Task item ->
Every line of the data that includes "Олійниці" should be copied out.

BEGIN

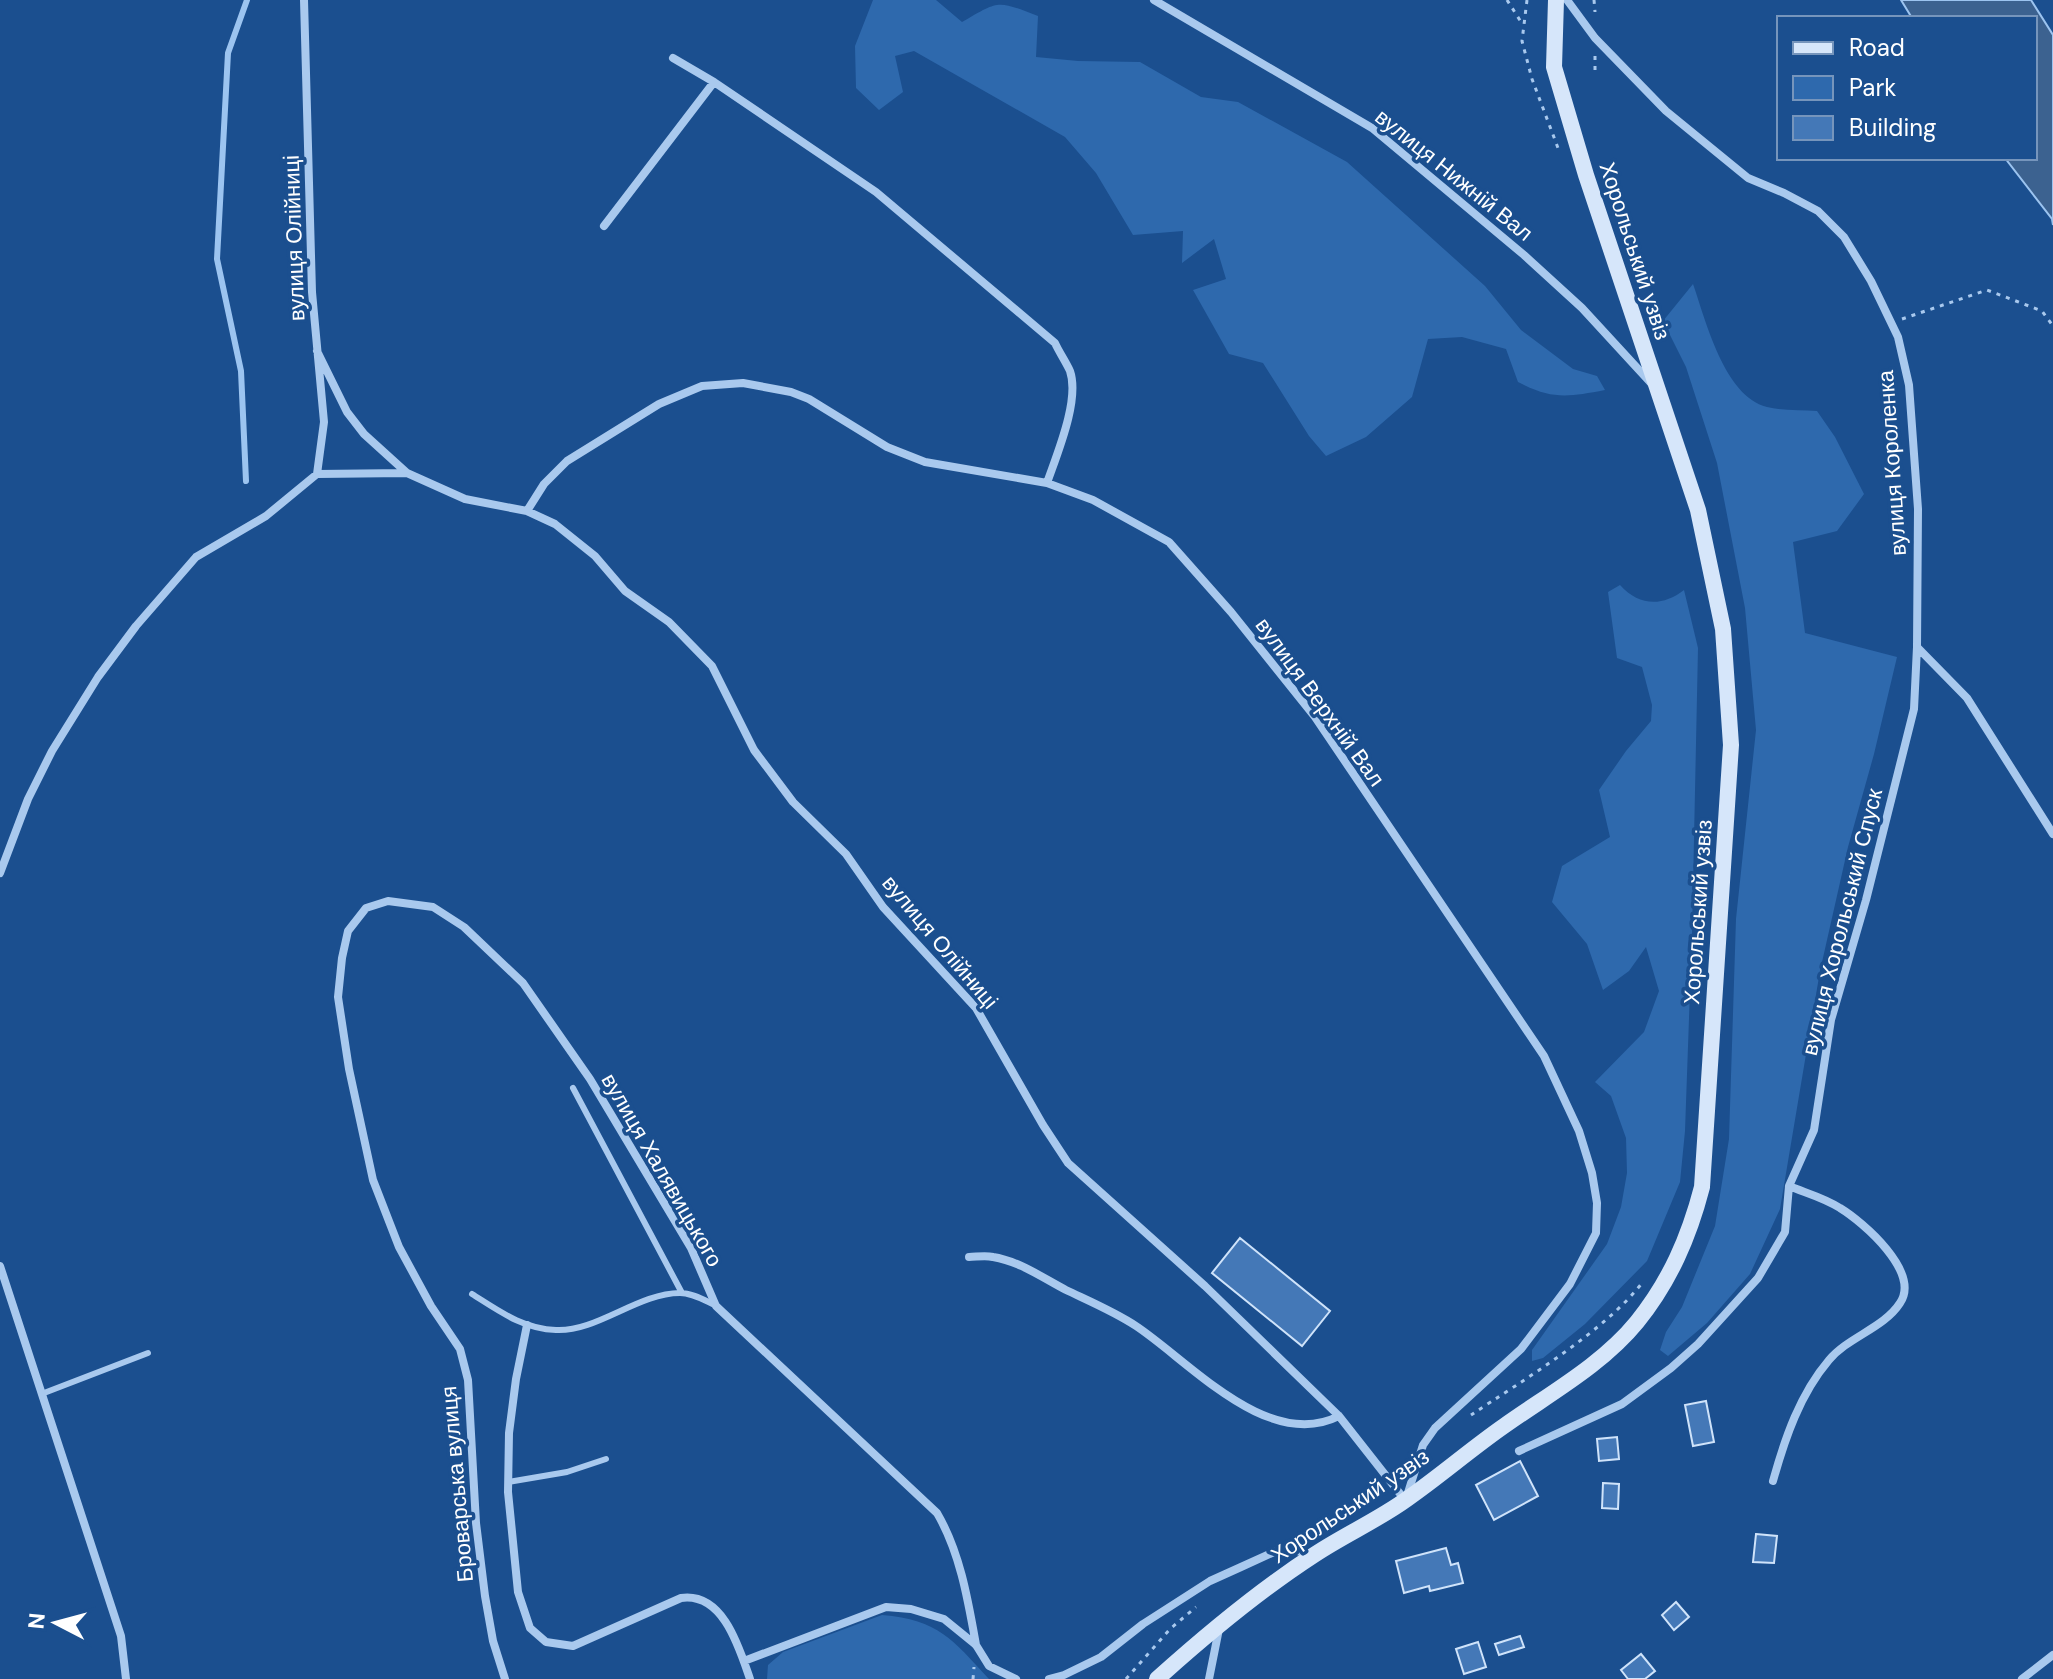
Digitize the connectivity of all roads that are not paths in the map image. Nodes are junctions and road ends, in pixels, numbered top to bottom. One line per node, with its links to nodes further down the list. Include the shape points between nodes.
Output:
1 (304, 0): 8 (street, вулиця Олійниці)
2 (1154, 0): 9 (street, вулиця Нижній Вал, via 1372,128 1536,265)
3 (1556, 0): 9 (main road, Хорольський узвіз, via 1554,67)
4 (1567, 0): 14 (street, вулиця Короленка, via 1595,38 1666,111 1748,178 1818,211 1844,237 1871,281 1898,337 1909,385 1918,509)
5 (673, 58): 6 (street)
6 (714, 82): 7 (street); 12 (street, via 876,192 1055,343 1072,390)
7 (604, 226)
8 (317, 351): 10 (street, via 347,412); 11 (street, вулиця Олійниці, via 324,422)
9 (1659, 392): 33 (main road, Хорольський узвіз, via 1698,510 1723,629 1728,681 1731,745 1702,1187 1678,1260 1635,1324 1608,1351)
10 (407, 473): 11 (street); 13 (street, вулиця Олійниці, via 465,499)
11 (317, 474): 16 (street, via 266,516 196,557 136,626 52,751)
12 (1047, 483): 13 (street, вулиця Верхній Вал, via 925,462 887,447 809,399 743,383 702,386 659,404 567,461); 33 (street, вулиця Верхній Вал, via 1093,500 1169,542 1231,612 1315,717 1544,1056 1579,1131 1592,1173 1596,1233 1570,1284 1521,1349 1423,1445)
13 (527, 511): 28 (street, вулиця Олійниці, via 555,524 595,556 625,591 669,622 712,666 754,750 793,802 846,854 883,907 976,1008 1068,1163)
14 (1917, 647): 15 (street, via 1967,698); 19 (street, вулиця Хорольський Спуск, via 1914,709 1831,1020 1814,1130)
15 (2053, 834)
16 (0, 873)
17 (388, 901): 24 (street, вулиця Халявицького, via 433,907 464,927 523,983 590,1079 691,1248); 40 (street, Броварська вулиця, via 366,908 348,931 338,997 373,1180 399,1247 460,1349 468,1380 485,1596)
18 (573, 1088): 22 (lane)
19 (1789, 1186): 29 (street, вулиця Хорольський Спуск, via 1785,1232 1758,1278 1698,1344 1622,1404); 31 (street, via 1839,1207 1878,1239 1894,1257 1903,1279 1903,1300 1830,1359 1799,1405)
20 (969, 1257): 28 (street, via 1013,1263 1135,1326 1234,1401 1289,1422)
21 (0, 1266): 27 (street)
22 (682, 1293): 24 (lane); 25 (lane, via 559,1331)
23 (472, 1294): 25 (lane)
24 (716, 1306): 36 (street, вулиця Халявицького, via 937,1513 959,1567)
25 (527, 1325): 32 (street, via 509,1433)
26 (148, 1353): 27 (lane)
27 (44, 1393): 39 (street, via 121,1636)
28 (1339, 1416): 33 (street, вулиця Олійниці)
29 (1519, 1451)
30 (606, 1459): 32 (lane)
31 (1773, 1481)
32 (508, 1482): 38 (street, via 518,1592 530,1628 546,1642 573,1646 695,1596 724,1618)
33 (1406, 1500): 34 (main road, Хорольський узвіз)
34 (1314, 1555): 35 (main road, Хорольський узвіз); 43 (street, via 1283,1548 1210,1581 1101,1657)
35 (1221, 1621): 44 (main road, Хорольський узвіз); 45 (street)
36 (976, 1645): 38 (street, via 944,1619 886,1607); 42 (street, via 989,1666)
37 (2053, 1655): 46 (street)
38 (744, 1661): 41 (street)
39 (126, 1679)
40 (505, 1679)
41 (750, 1679)
42 (1016, 1679)
43 (1049, 1679)
44 (1157, 1679)
45 (1209, 1679)
46 (2022, 1679)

END

Written solution ->
1 (304, 0): 8 (street, вулиця Олійниці)
8 (317, 351): 10 (street, via 347,412); 11 (street, вулиця Олійниці, via 324,422)
10 (407, 473): 11 (street); 13 (street, вулиця Олійниці, via 465,499)
13 (527, 511): 28 (street, вулиця Олійниці, via 555,524 595,556 625,591 669,622 712,666 754,750 793,802 846,854 883,907 976,1008 1068,1163)
28 (1339, 1416): 33 (street, вулиця Олійниці)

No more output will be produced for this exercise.